L’articolo 203 della medesima direttiva così recita:

«L’IVA è dovuta da chiunque indichi tale imposta in una fattura».

Ai sensi dell’articolo 273 della direttiva IVA:

“Gli Stati membri possono stabilire, nel rispetto della parità di trattamento delle operazioni interne e delle operazioni effettuate tra Stati membri da soggetti passivi, altri obblighi che essi ritengono necessari ad assicurare l’esatta riscossione dell’IVA e ad evitare le evasioni, a condizione che questi obblighi non diano luogo, negli scambi tra Stati membri, a formalità connesse con il passaggio di una frontiera.

Gli Stati membri non possono avvalersi della facoltà di cui al primo comma per imporre obblighi di fatturazione supplementari rispetto a quelli previsti al capo 3”.

Diritto italiano

Il decreto del Presidente della Repubblica del 26 ottobre 1972, n. 633 – Istituzione e disciplina dell’imposta sul valore aggiunto, nella sua versione applicabile alla controversia di cui al procedimento principale (in prosieguo: il «DPR n. 633/1972»), all’articolo 17, comma 1, così dispone:

«L’imposta è dovuta dai soggetti che effettuano le cessioni di beni e le prestazioni di servizi imponibili, i quali devono versarla all’erario, cumulativamente per tutte le operazioni effettuate e al netto della detrazione prevista nell’art[icolo] 19, nei modi e nei termini stabiliti nel titolo secondo». Ai sensi dell’articolo 19, comma 1, del DPR n. 633/1972:

«Per la determinazione dell’imposta dovuta a norma del primo comma dell’art[icolo] 17 o dell’eccedenza di cui al secondo comma dell’art[icolo] 30, è detraibile dall’ammontare dell’imposta relativa alle operazioni effettuate, quello dell’imposta assolta o dovuta dal soggetto passivo o a lui addebitata a titolo di rivalsa in relazione ai beni ed ai servizi importati o acquistati nell’esercizio dell’impresa, arte o professione.
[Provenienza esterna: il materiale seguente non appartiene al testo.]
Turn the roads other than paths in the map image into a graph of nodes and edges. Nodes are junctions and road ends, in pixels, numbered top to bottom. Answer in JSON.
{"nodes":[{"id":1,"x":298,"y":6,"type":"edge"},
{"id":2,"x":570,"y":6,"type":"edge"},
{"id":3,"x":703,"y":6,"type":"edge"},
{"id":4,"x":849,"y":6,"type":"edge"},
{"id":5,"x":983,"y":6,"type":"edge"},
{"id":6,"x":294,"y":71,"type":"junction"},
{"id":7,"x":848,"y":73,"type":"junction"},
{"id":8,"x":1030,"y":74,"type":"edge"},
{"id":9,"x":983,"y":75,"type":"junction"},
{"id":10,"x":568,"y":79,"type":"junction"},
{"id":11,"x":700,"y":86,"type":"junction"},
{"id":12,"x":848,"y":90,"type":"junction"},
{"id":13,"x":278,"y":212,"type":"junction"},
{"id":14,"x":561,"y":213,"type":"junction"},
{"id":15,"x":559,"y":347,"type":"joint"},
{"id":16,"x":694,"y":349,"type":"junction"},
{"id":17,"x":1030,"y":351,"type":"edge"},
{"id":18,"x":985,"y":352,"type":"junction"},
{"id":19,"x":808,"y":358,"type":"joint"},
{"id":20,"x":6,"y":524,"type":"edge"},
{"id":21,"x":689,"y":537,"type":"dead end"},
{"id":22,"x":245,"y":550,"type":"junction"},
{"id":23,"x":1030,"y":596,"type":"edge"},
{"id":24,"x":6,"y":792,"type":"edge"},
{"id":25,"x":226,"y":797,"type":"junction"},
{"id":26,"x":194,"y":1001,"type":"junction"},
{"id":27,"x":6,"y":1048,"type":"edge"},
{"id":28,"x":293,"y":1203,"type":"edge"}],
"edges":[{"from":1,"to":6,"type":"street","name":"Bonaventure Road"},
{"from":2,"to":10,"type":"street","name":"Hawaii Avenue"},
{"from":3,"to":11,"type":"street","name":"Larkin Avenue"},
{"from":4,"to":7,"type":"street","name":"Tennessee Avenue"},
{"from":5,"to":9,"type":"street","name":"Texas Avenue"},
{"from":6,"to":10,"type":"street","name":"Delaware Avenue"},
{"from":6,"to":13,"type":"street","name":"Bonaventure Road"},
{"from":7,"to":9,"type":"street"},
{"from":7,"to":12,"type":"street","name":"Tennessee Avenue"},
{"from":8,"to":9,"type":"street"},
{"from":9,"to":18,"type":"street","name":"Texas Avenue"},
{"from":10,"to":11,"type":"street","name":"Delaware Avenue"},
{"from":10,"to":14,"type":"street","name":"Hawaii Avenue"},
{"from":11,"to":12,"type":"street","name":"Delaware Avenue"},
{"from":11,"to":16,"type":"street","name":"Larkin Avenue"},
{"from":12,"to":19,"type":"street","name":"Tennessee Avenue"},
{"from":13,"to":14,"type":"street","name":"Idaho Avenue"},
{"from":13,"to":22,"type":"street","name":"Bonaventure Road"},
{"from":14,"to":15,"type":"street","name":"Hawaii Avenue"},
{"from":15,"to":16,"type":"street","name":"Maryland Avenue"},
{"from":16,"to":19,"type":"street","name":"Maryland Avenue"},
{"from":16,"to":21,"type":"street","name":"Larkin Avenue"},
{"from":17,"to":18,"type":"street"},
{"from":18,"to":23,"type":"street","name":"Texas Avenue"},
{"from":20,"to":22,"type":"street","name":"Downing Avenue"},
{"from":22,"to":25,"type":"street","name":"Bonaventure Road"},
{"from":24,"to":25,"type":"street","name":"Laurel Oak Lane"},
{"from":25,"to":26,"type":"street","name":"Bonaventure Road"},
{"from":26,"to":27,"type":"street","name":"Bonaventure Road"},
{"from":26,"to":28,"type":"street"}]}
Il diritto alla detrazione dell’imposta relativa ai beni e servizi acquistati o importati sorge nel momento in cui l’imposta diviene esigibile e può essere esercitato, al più tardi, con la dichiarazione relativa al secondo anno successivo a quello in cui il diritto alla detrazione è sorto ed alle condizioni esistenti al momento della nascita del diritto medesimo».

L’articolo 21del DPR n. 633/1972 prevede quanto segue:

«Se viene emessa fattura per operazioni inesistenti, ovvero se nella fattura i corrispettivi delle operazioni o le imposte relativi sono indicate in misura superiore a quella reale, l’imposta è dovuta per l’intero ammontare indicato o corrispondente alle indicazioni della fattura».

L’articolo 6, comma 6, del decreto legislativo del 18 dicembre 1997, n. 471, nella sua versione applicabile alla data dei fatti di cui al procedimento principale, prevedeva quanto segue:

«Chi computa illegittimamente in detrazione l’imposta assolta, dovuta o addebitatagli in via di rivalsa, è punito con la sanzione amministrativa uguale all’ammontare della detrazione compiuta».

Procedimento principale e questione pregiudiziale

L’E. è una società italiana di produzione e distribuzione di energia elettrica. L’Agenzia delle Entrate ha rettificato le dichiarazioni IVA dell’E. in riferimento agli anni d’imposta 2009 e 2010. In forza dell’articolo 19 del DPR n. 633/1972, l’Agenzia delle Entrate ha respinto la detrazione dell’IVA relativa ad operazioni di acquisto di energia elettrica che ha considerato fittizie, in mancanza di effettiva trasmissione dell’energia, e ha irrogato all’E., ai sensi dell’articolo 6, comma 6, del decreto legislativo indicato al punto 11 della presente sentenza, una sanzione d’importo uguale a quello dell’IVA indebitamente detratta.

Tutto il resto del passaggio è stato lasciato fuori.